- **Records excerpted from a collection**:

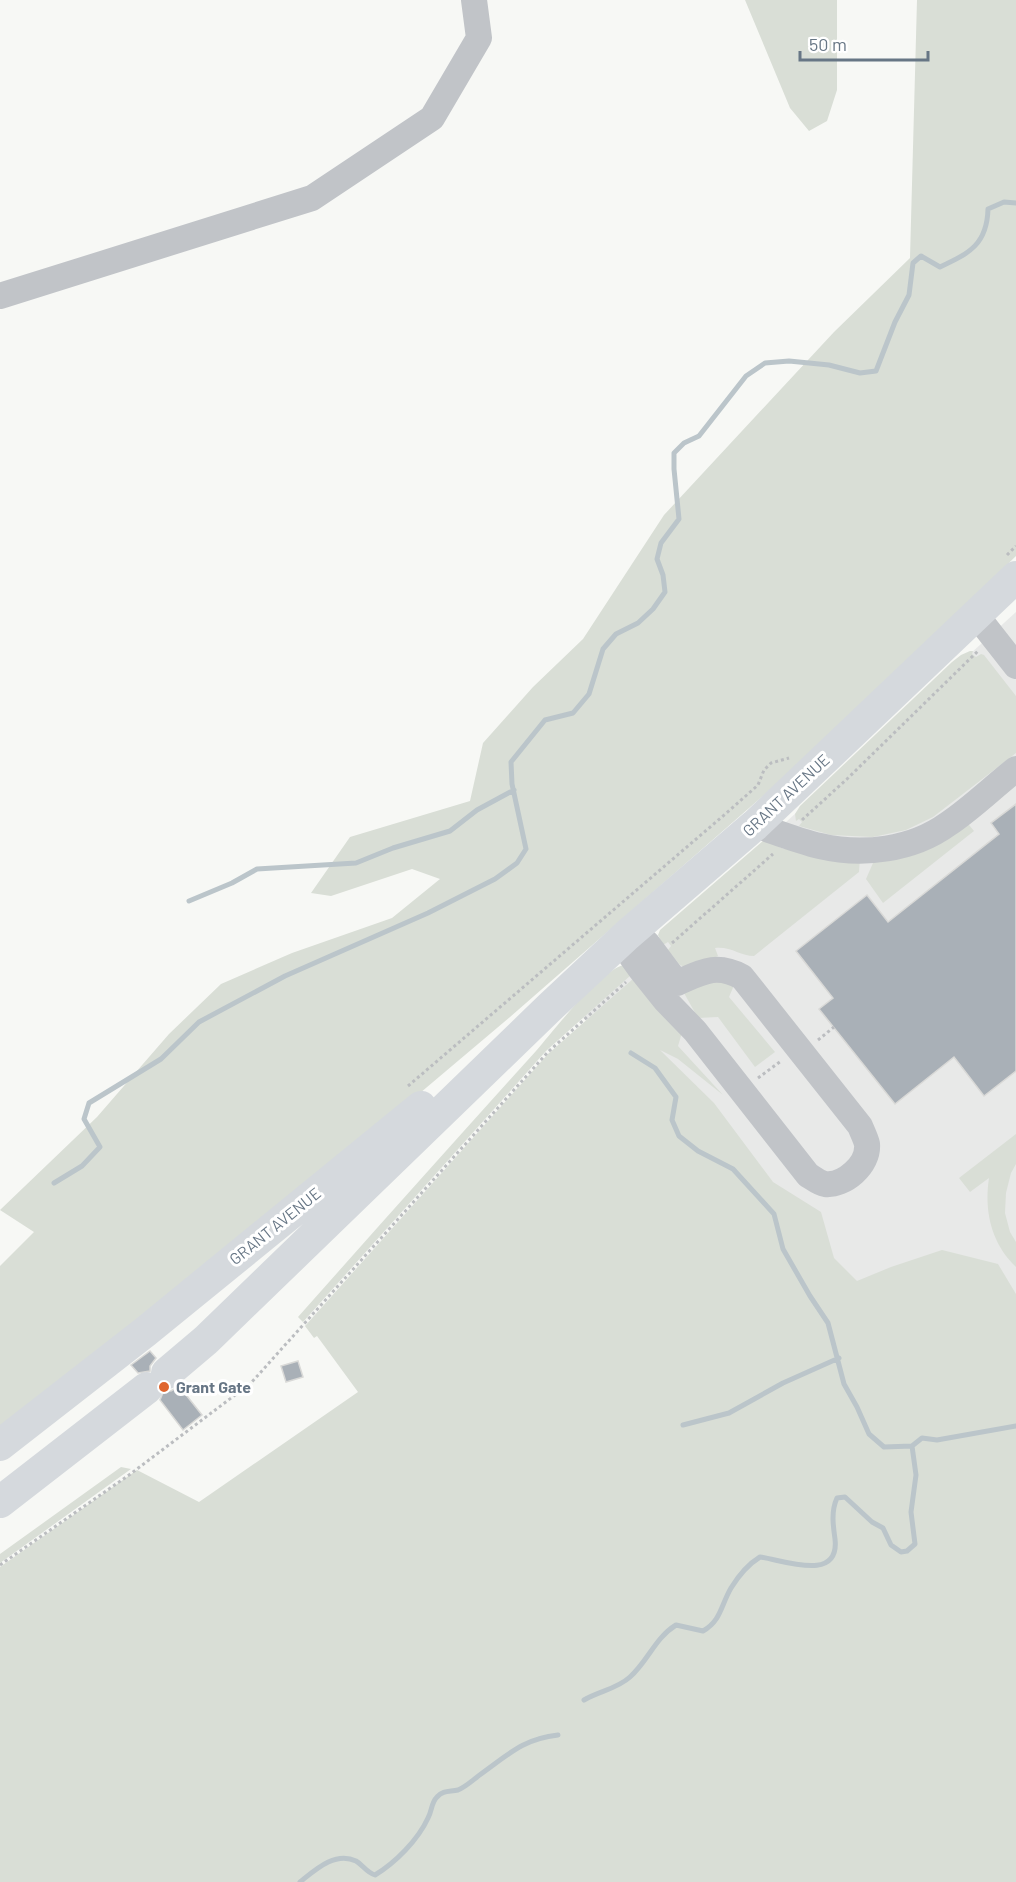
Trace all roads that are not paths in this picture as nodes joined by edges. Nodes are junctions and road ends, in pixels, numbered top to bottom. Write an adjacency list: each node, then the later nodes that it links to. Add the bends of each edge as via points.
1 (474, 0): 2 (lane, via 479,38 432,118 312,198)
2 (0, 296)
3 (1011, 566): 4 (main road, GRANT AVENUE)
4 (983, 625): 5 (lane); 7 (main road, GRANT AVENUE)
5 (1016, 666)
6 (1016, 769): 7 (lane, via 948,825 895,848 862,851 822,847)
7 (755, 825): 8 (main road, GRANT AVENUE)
8 (627, 934): 9 (lane, via 631,956); 11 (main road, GRANT AVENUE)
9 (649, 963): 10 (lane); 12 (lane, via 665,1000)
10 (677, 983): 12 (lane); 12 (lane, via 712,970 729,970 742,977 860,1126 867,1144 855,1172 838,1182 823,1184 808,1175)
11 (550, 1007): 13 (main road, GRANT AVENUE); 14 (main road, GRANT AVENUE, via 206,1340)
12 (695, 1031)
13 (0, 1445)
14 (0, 1502)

- **WHAT IS REQUIRED**: Copy out each line of the data exactly as it reads; skip the pictures.

- **EXPECTED OUTPUT**:
Trace all roads that are not paths in this picture as nodes joined by edges. Nodes are junctions and road ends, in pixels, numbered top to bottom. Write an adjacency list: each node, then the later nodes that it links to. Add the bends of each edge as via points.
1 (474, 0): 2 (lane, via 479,38 432,118 312,198)
2 (0, 296)
3 (1011, 566): 4 (main road, GRANT AVENUE)
4 (983, 625): 5 (lane); 7 (main road, GRANT AVENUE)
5 (1016, 666)
6 (1016, 769): 7 (lane, via 948,825 895,848 862,851 822,847)
7 (755, 825): 8 (main road, GRANT AVENUE)
8 (627, 934): 9 (lane, via 631,956); 11 (main road, GRANT AVENUE)
9 (649, 963): 10 (lane); 12 (lane, via 665,1000)
10 (677, 983): 12 (lane); 12 (lane, via 712,970 729,970 742,977 860,1126 867,1144 855,1172 838,1182 823,1184 808,1175)
11 (550, 1007): 13 (main road, GRANT AVENUE); 14 (main road, GRANT AVENUE, via 206,1340)
12 (695, 1031)
13 (0, 1445)
14 (0, 1502)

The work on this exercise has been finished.